The Lost City environment helps us understand other universe ecosystems.

Strangely, we’ve only explored five percent of our oceans. People are still fascinated by what lies beneath the water.

Some people still believe in underwater cities like Atlantis.

Scientists found a “lost city” in the Atlantic Ocean. It is home to sea animals and probably has its own Sebastian Crab.

This lost city is made of rocky towers west of the Mid-Atlantic Ridge, which runs along the middle of the Atlantic Ocean.

The city has enormous walls, columns, and monoliths over 60 meters tall.

It isn’t an ancient human city but still an important discovery.

It was discovered in 2000 and named the “Lost City.” According to Science Alert, it is the longest venting environment in the ocean.

It’s unique to our planet. It could help us understand other ecosystems in the universe.

Snails and microbes live here by eating the gases from the field’s vents.

Oxygen is absent, but larger animals, including crabs, eels, and shrimps, can survive here.

Hydrocarbons here are not made by sunlight. They are created 750-900 meters below the water, near the “midnight zone,” where no light reaches.

It relies on chemical reactions on the seabed. This could help us understand how life on Earth began 3.7 billion years ago.

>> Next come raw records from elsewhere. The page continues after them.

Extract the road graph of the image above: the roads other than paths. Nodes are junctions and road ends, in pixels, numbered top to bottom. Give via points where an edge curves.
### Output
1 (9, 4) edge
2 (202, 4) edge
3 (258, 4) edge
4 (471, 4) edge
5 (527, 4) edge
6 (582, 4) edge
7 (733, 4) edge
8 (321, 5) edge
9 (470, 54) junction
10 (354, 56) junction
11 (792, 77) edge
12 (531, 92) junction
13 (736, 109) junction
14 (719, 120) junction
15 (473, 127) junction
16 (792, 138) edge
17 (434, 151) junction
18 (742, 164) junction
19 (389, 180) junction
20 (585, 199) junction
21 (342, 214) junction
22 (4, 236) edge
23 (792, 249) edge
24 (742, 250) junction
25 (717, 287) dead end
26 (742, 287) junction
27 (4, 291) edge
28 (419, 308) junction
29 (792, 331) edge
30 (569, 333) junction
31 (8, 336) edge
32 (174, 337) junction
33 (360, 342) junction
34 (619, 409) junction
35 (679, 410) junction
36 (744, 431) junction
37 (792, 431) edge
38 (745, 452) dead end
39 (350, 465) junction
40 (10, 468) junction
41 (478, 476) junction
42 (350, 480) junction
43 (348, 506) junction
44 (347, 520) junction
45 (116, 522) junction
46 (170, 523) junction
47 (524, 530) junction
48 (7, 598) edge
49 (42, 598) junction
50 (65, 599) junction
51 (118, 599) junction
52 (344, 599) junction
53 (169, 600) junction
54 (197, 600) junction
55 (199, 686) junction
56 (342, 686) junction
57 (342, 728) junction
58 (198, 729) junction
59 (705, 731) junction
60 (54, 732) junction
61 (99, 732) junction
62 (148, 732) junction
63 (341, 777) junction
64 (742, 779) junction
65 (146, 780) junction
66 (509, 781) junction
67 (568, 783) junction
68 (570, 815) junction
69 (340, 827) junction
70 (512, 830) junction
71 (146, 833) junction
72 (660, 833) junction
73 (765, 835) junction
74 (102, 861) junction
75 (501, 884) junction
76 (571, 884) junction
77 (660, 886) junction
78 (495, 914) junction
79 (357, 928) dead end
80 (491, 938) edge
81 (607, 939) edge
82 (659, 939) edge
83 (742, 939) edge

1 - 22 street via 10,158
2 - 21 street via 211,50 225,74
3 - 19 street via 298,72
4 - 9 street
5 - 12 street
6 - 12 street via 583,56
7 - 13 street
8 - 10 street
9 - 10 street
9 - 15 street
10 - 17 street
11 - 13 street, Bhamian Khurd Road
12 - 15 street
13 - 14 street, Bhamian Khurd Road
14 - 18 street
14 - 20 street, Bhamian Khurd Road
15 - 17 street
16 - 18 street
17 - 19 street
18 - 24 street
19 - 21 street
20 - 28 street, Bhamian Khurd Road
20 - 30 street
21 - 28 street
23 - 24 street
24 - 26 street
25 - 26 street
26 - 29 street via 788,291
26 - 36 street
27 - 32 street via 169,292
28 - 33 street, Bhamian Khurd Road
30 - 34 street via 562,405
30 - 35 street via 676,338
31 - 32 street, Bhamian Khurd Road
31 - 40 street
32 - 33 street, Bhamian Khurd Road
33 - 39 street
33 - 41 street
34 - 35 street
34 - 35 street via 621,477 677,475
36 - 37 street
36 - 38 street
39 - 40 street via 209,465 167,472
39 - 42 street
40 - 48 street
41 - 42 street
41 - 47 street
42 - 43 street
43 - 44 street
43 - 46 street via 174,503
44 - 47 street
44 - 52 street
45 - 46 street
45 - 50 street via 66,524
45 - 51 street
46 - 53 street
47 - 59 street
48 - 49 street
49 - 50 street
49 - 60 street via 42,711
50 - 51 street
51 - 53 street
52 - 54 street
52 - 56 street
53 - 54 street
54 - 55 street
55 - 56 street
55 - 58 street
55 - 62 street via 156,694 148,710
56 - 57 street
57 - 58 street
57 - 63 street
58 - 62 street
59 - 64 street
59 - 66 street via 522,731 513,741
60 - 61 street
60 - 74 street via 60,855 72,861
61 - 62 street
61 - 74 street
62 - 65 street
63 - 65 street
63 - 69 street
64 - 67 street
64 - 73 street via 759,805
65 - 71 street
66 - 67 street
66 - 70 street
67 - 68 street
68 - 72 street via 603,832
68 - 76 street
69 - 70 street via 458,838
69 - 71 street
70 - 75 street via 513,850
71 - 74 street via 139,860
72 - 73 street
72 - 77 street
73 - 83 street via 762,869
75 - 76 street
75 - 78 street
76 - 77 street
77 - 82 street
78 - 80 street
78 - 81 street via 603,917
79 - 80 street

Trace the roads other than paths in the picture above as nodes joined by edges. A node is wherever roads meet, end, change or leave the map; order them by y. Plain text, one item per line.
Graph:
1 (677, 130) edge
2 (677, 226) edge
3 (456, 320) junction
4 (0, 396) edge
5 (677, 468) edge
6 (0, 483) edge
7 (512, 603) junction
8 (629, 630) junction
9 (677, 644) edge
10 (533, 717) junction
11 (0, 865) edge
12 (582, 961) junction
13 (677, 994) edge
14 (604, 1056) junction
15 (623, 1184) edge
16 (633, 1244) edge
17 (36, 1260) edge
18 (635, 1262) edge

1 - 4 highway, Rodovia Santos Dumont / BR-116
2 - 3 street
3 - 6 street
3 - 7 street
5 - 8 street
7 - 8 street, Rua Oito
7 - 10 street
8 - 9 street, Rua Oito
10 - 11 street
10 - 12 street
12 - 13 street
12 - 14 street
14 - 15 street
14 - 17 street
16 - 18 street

In 2018, microbiologist William Brazelton told The Smithsonian: This ecosystem could be active on Enceladus or Europa (Saturn and Jupiter’s moons) right now, and maybe Mars in the past, too.

The tallest monolith in the Lost City is named Poseidon, after the Greek God of the sea.

People want to make the Lost City a World Heritage site to protect it. But it may be too late.

Poland won the right to protect the deep sea around the area in 2018. They can’t touch the Lost City, but changing its surroundings could have bad results.